From dc0d88628383a1a8d8c93d5e621b068ba7782999 Mon Sep 17 00:00:00 2001
From: Christina <truffle@gmail.com>
Date: Sat, 6 Dec 2025 09:34:41 -0600
Subject: [PATCH] docs: clarify --ctx-size and --parallel interaction in
 arg.cpp
MIME-Version: 1.0
Content-Type: text/plain; charset=UTF-8
Content-Transfer-Encoding: 8bit

When using --parallel N, the --ctx-size value is the TOTAL context
divided among all slots, not the per-slot context. This is a common
source of confusion (see #11681, #5732).

Examples:
- --ctx-size 4096 --parallel 4 → each slot gets 1024 tokens
- To get 4096 tokens per slot with 4 parallel slots, use --ctx-size 16384

Updated the help text in arg.cpp (the source for auto-generated docs)
for both --ctx-size and --parallel flags to clarify this behavior.

Fixes #11681
---
 common/arg.cpp | 7 +++++--
 1 file changed, 5 insertions(+), 2 deletions(-)

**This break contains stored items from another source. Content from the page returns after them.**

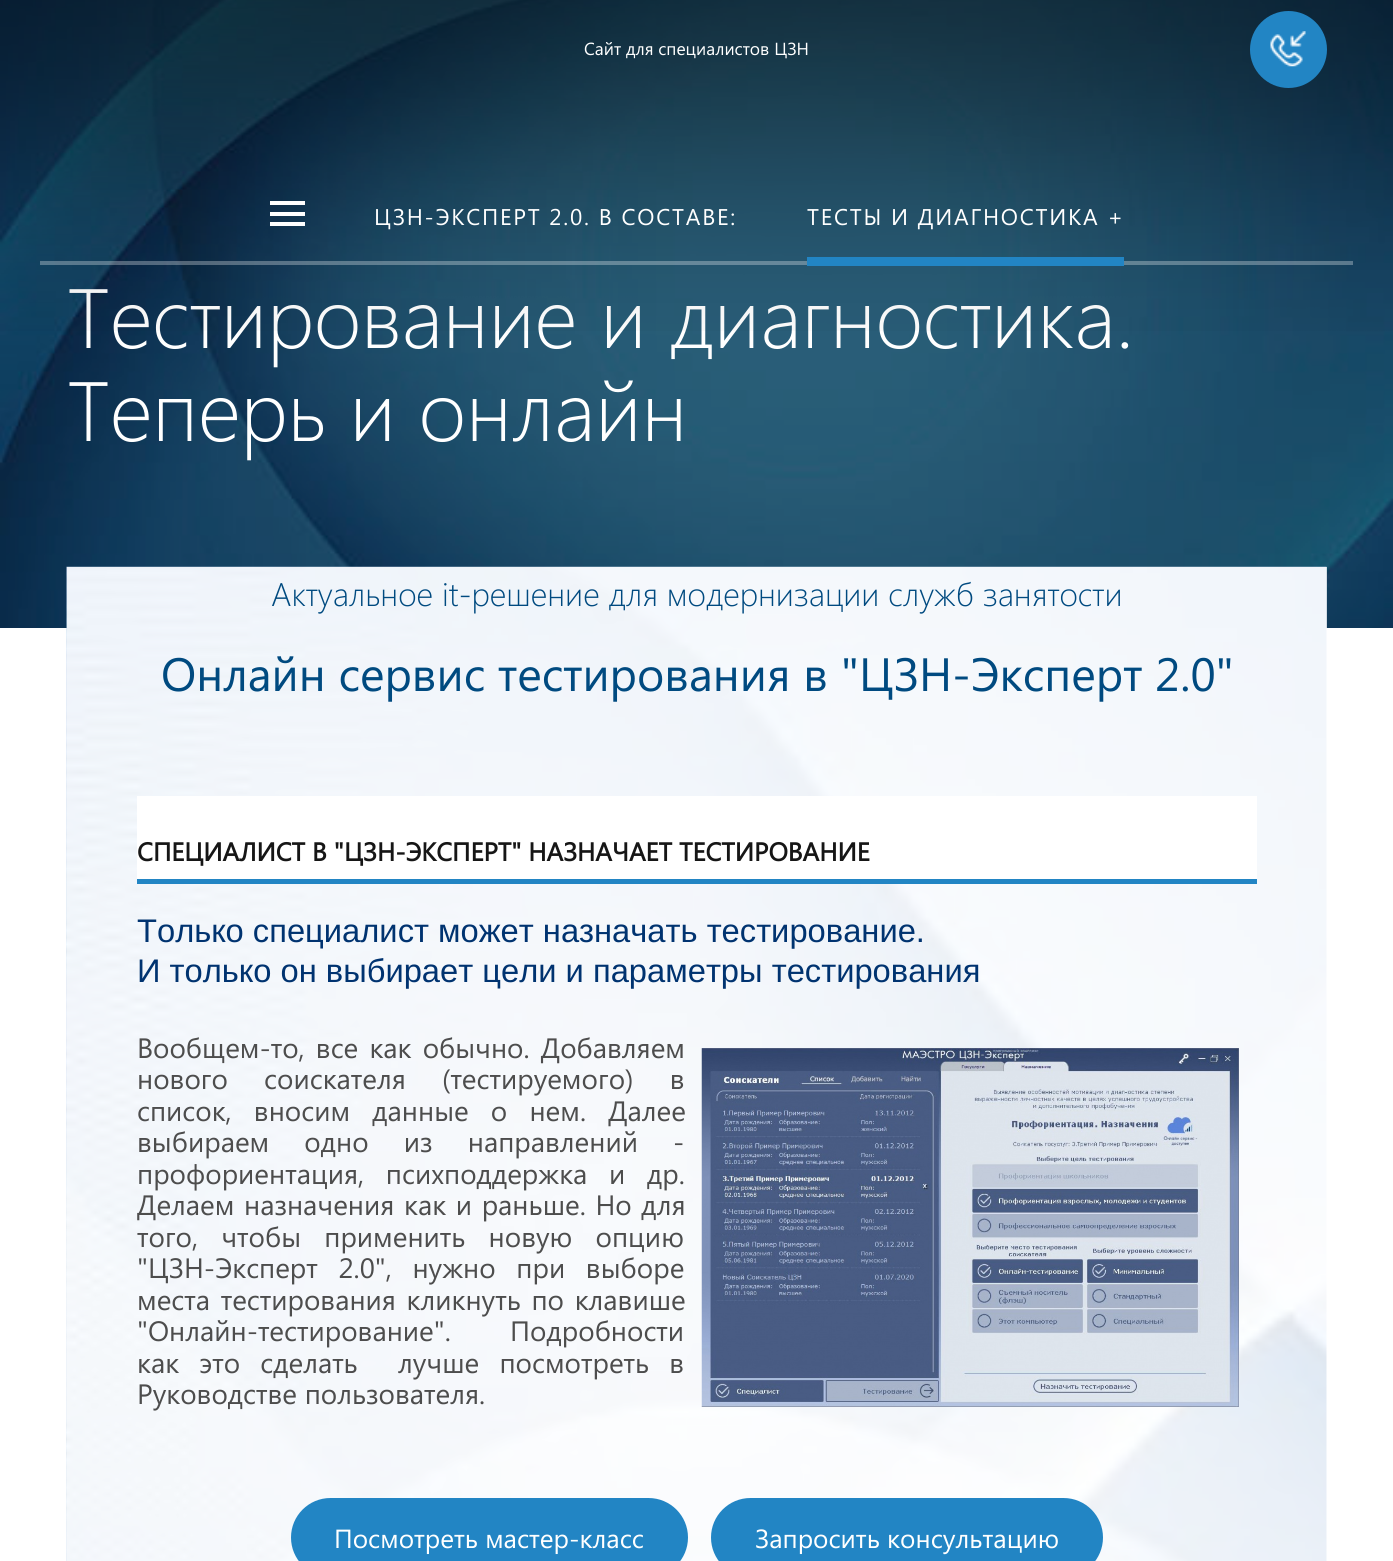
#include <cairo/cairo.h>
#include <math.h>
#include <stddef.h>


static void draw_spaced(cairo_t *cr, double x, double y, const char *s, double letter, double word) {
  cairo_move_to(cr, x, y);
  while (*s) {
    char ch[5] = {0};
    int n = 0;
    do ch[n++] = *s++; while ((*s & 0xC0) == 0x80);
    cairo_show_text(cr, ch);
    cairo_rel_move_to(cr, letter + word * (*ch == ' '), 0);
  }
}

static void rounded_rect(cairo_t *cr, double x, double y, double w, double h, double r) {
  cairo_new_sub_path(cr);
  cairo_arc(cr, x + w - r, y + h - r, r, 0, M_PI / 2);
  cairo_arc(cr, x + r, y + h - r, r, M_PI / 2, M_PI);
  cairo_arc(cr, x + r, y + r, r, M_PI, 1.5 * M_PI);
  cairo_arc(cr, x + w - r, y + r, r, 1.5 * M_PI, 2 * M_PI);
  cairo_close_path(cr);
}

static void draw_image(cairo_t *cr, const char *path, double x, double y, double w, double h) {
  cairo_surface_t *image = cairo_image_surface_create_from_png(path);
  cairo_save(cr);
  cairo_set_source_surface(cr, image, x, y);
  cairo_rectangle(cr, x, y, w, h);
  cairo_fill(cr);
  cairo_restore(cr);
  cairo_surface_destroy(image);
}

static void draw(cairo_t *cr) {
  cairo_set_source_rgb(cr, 1, 1, 1);
  cairo_paint(cr);
  draw_image(cr, "images/3.png", 0, 0, 1393, 628);
  draw_image(cr, "images/4.png", 66, 566, 1261, 995);
  cairo_set_source_rgba(cr, 1, 1, 1, 0.7);
  cairo_rectangle(cr, 67, 567, 1260, 994);
  cairo_fill(cr);
  cairo_set_source_rgb(cr, 1, 1, 1);
  cairo_rectangle(cr, 137, 796, 1120, 83);
  cairo_fill(cr);
  cairo_set_source_rgb(cr, 34 / 255.0, 133 / 255.0, 196 / 255.0);
  cairo_rectangle(cr, 137, 879, 1120, 5);
  cairo_fill(cr);
  draw_image(cr, "images/5.png", 701, 1048, 538, 359);
  rounded_rect(cr, 291, 1498, 397, 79, 39.5);
  cairo_fill(cr);
  rounded_rect(cr, 711, 1498, 392, 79, 39.5);
  cairo_fill(cr);
  cairo_select_font_face(cr, "Segoe UI Light", CAIRO_FONT_SLANT_NORMAL, CAIRO_FONT_WEIGHT_NORMAL);
  cairo_set_font_size(cr, 84);
  cairo_set_source_rgb(cr, 1, 1, 1);
  cairo_move_to(cr, 67, 348);
  cairo_show_text(cr, "Тестирование и диагностика.");
  draw_image(cr, "images/2.png", 0, 0, 1393, 331);
  cairo_set_source_rgba(cr, 1, 1, 1, 0.3);
  cairo_rectangle(cr, 40, 261, 1313, 4);
  cairo_fill(cr);
  cairo_set_source_rgb(cr, 34 / 255.0, 133 / 255.0, 196 / 255.0);
  cairo_rectangle(cr, 807, 257, 317, 9);
  cairo_fill(cr);
  cairo_select_font_face(cr, "Segoe UI", CAIRO_FONT_SLANT_NORMAL, CAIRO_FONT_WEIGHT_NORMAL);
  cairo_set_font_size(cr, 22.75);
  cairo_set_source_rgb(cr, 1, 1, 1);
  draw_spaced(cr, 807, 225, "ТЕСТЫ И ДИАГНОСТИКА +", 1.75, 0);
  draw_spaced(cr, 374, 225, "ЦЗН-ЭКСПЕРТ 2.0. В СОСТАВЕ:", 1.75, 0);
  cairo_rectangle(cr, 270, 222, 35, 4);
  cairo_fill(cr);
  cairo_rectangle(cr, 270, 212, 35, 4);
  cairo_fill(cr);
  cairo_rectangle(cr, 270, 201, 35, 4);
  cairo_fill(cr);
  cairo_set_source_rgb(cr, 34 / 255.0, 133 / 255.0, 196 / 255.0);
  cairo_arc(cr, 1288.5, 49.5, 38.5, 0, 2 * M_PI);
  cairo_fill(cr);
  draw_image(cr, "images/1.png", 1270, 31, 36, 36);
  cairo_set_font_size(cr, 17.5);
  cairo_set_source_rgb(cr, 1, 1, 1);
  cairo_move_to(cr, 584, 55);
  cairo_show_text(cr, "Сайт для специалистов ЦЗН");
  cairo_select_font_face(cr, "Segoe UI Light", CAIRO_FONT_SLANT_NORMAL, CAIRO_FONT_WEIGHT_NORMAL);
  cairo_set_font_size(cr, 84);
  cairo_move_to(cr, 67, 441);
  cairo_show_text(cr, "Теперь и онлайн");
  cairo_set_font_size(cr, 32.7);
  cairo_set_source_rgb(cr, 0, 74 / 255.0, 128 / 255.0);
  cairo_move_to(cr, 271, 606);
  cairo_show_text(cr, "Актуальное it-решение для модернизации служб занятости");
  cairo_select_font_face(cr, "Segoe UI", CAIRO_FONT_SLANT_NORMAL, CAIRO_FONT_WEIGHT_NORMAL);
  cairo_set_font_size(cr, 46.7);
  cairo_move_to(cr, 161, 691);
  cairo_show_text(cr, "Онлайн сервис тестирования в \"ЦЗН-Эксперт 2.0\"");
  cairo_select_font_face(cr, "Segoe UI", CAIRO_FONT_SLANT_NORMAL, CAIRO_FONT_WEIGHT_BOLD);
  cairo_set_font_size(cr, 25.7);
  cairo_set_source_rgb(cr, 22 / 255.0, 22 / 255.0, 22 / 255.0);
  cairo_move_to(cr, 137, 861);
  cairo_show_text(cr, "СПЕЦИАЛИСТ В \"ЦЗН-ЭКСПЕРТ\" НАЗНАЧАЕТ ТЕСТИРОВАНИЕ");
  cairo_select_font_face(cr, "Liberation Sans", CAIRO_FONT_SLANT_NORMAL, CAIRO_FONT_WEIGHT_NORMAL);
  cairo_set_font_size(cr, 32.7);
  cairo_set_source_rgb(cr, 0, 51 / 255.0, 112 / 255.0);
  cairo_move_to(cr, 137, 942);
  cairo_show_text(cr, "Только специалист может назначать тестирование.");
  cairo_move_to(cr, 137, 982);
  cairo_show_text(cr, "И только он выбирает цели и параметры тестирования");
  cairo_select_font_face(cr, "Segoe UI", CAIRO_FONT_SLANT_NORMAL, CAIRO_FONT_WEIGHT_NORMAL);
  cairo_set_font_size(cr, 28);
  cairo_set_source_rgb(cr, 77 / 255.0, 77 / 255.0, 77 / 255.0);
  draw_spaced(cr, 137, 1058, "Вообщем-то, все как обычно. Добавляем", 0, 3.5);
  draw_spaced(cr, 137, 1089, "нового соискателя (тестируемого) в", 0, 28.5);
  draw_spaced(cr, 137, 1121, "список, вносим данные о нем. Далее", 0, 14.5);
  draw_spaced(cr, 137, 1152, "выбираем одно из направлений -", 0, 27.5);
  draw_spaced(cr, 137, 1184, "профориентация, психподдержка и др.", 0, 14);
  draw_spaced(cr, 137, 1215, "Делаем назначения как и раньше. Но для", 0, 2);
  draw_spaced(cr, 137, 1247, "того, чтобы применить новую опцию", 0, 15.5);
  draw_spaced(cr, 137, 1278, "\"ЦЗН-Эксперт 2.0\", нужно при выборе", 0, 13);
  draw_spaced(cr, 137, 1310, "места тестирования кликнуть по клавише", 0, 3);
  draw_spaced(cr, 137, 1341, "\"Онлайн-тестирование\".  Подробности", 0, 22);
  draw_spaced(cr, 137, 1373, "как это сделать  лучше посмотреть в", 0, 12.5);
  cairo_move_to(cr, 137, 1404);
  cairo_show_text(cr, "Руководстве пользователя.");
  cairo_set_font_size(cr, 26.25);
  cairo_set_source_rgb(cr, 1, 1, 1);
  cairo_move_to(cr, 334, 1548);
  cairo_show_text(cr, "Посмотреть мастер-класс");
  cairo_move_to(cr, 755, 1548);
  cairo_show_text(cr, "Запросить консультацию");
}

int main(void) {
  cairo_surface_t *surface = cairo_image_surface_create(CAIRO_FORMAT_RGB24, 1393, 1561);
  cairo_t *cr = cairo_create(surface);
  cairo_font_options_t *options = cairo_font_options_create();
  cairo_font_options_set_hint_metrics(options, CAIRO_HINT_METRICS_OFF);
  cairo_font_options_set_hint_style(options, CAIRO_HINT_STYLE_NONE);
  cairo_set_font_options(cr, options);
  cairo_set_miter_limit(cr, 4);
  draw(cr);
  cairo_surface_write_to_png(surface, "out.png");
  cairo_font_options_destroy(options);
  cairo_destroy(cr);
  cairo_surface_destroy(surface);
  return 0;
}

diff --git a/common/arg.cpp b/common/arg.cpp
index 9e062ee7a1b..5ad328d549a 100644
--- a/common/arg.cpp
+++ b/common/arg.cpp
@@ -920,7 +920,9 @@ common_params_context common_params_parser_init(common_params & params, llama_ex
     ).set_examples({LLAMA_EXAMPLE_LOOKUP}));
     add_opt(common_arg(
         {"-c", "--ctx-size"}, "N",
-        string_format("size of the prompt context (default: %d, 0 = loaded from model)", params.n_ctx),
+        string_format("size of the prompt context (default: %d, 0 = loaded from model). "
+            "Note: when using --parallel N, this is the TOTAL context divided among all slots, "
+            "not per-slot. For X tokens per slot with N parallel slots, use --ctx-size X*N", params.n_ctx),
         [](common_params & params, int value) {
             params.n_ctx = value;
         }
@@ -1756,7 +1758,8 @@ common_params_context common_params_parser_init(common_params & params, llama_ex
     ).set_env("LLAMA_ARG_DEFRAG_THOLD"));
     add_opt(common_arg(
         {"-np", "--parallel"}, "N",
-        string_format("number of parallel sequences to decode (default: %d)", params.n_parallel),
+        string_format("number of parallel sequences to decode (default: %d). "
+            "Note: total context (--ctx-size) is divided equally among parallel slots", params.n_parallel),
         [](common_params & params, int value) {
             params.n_parallel = value;
         }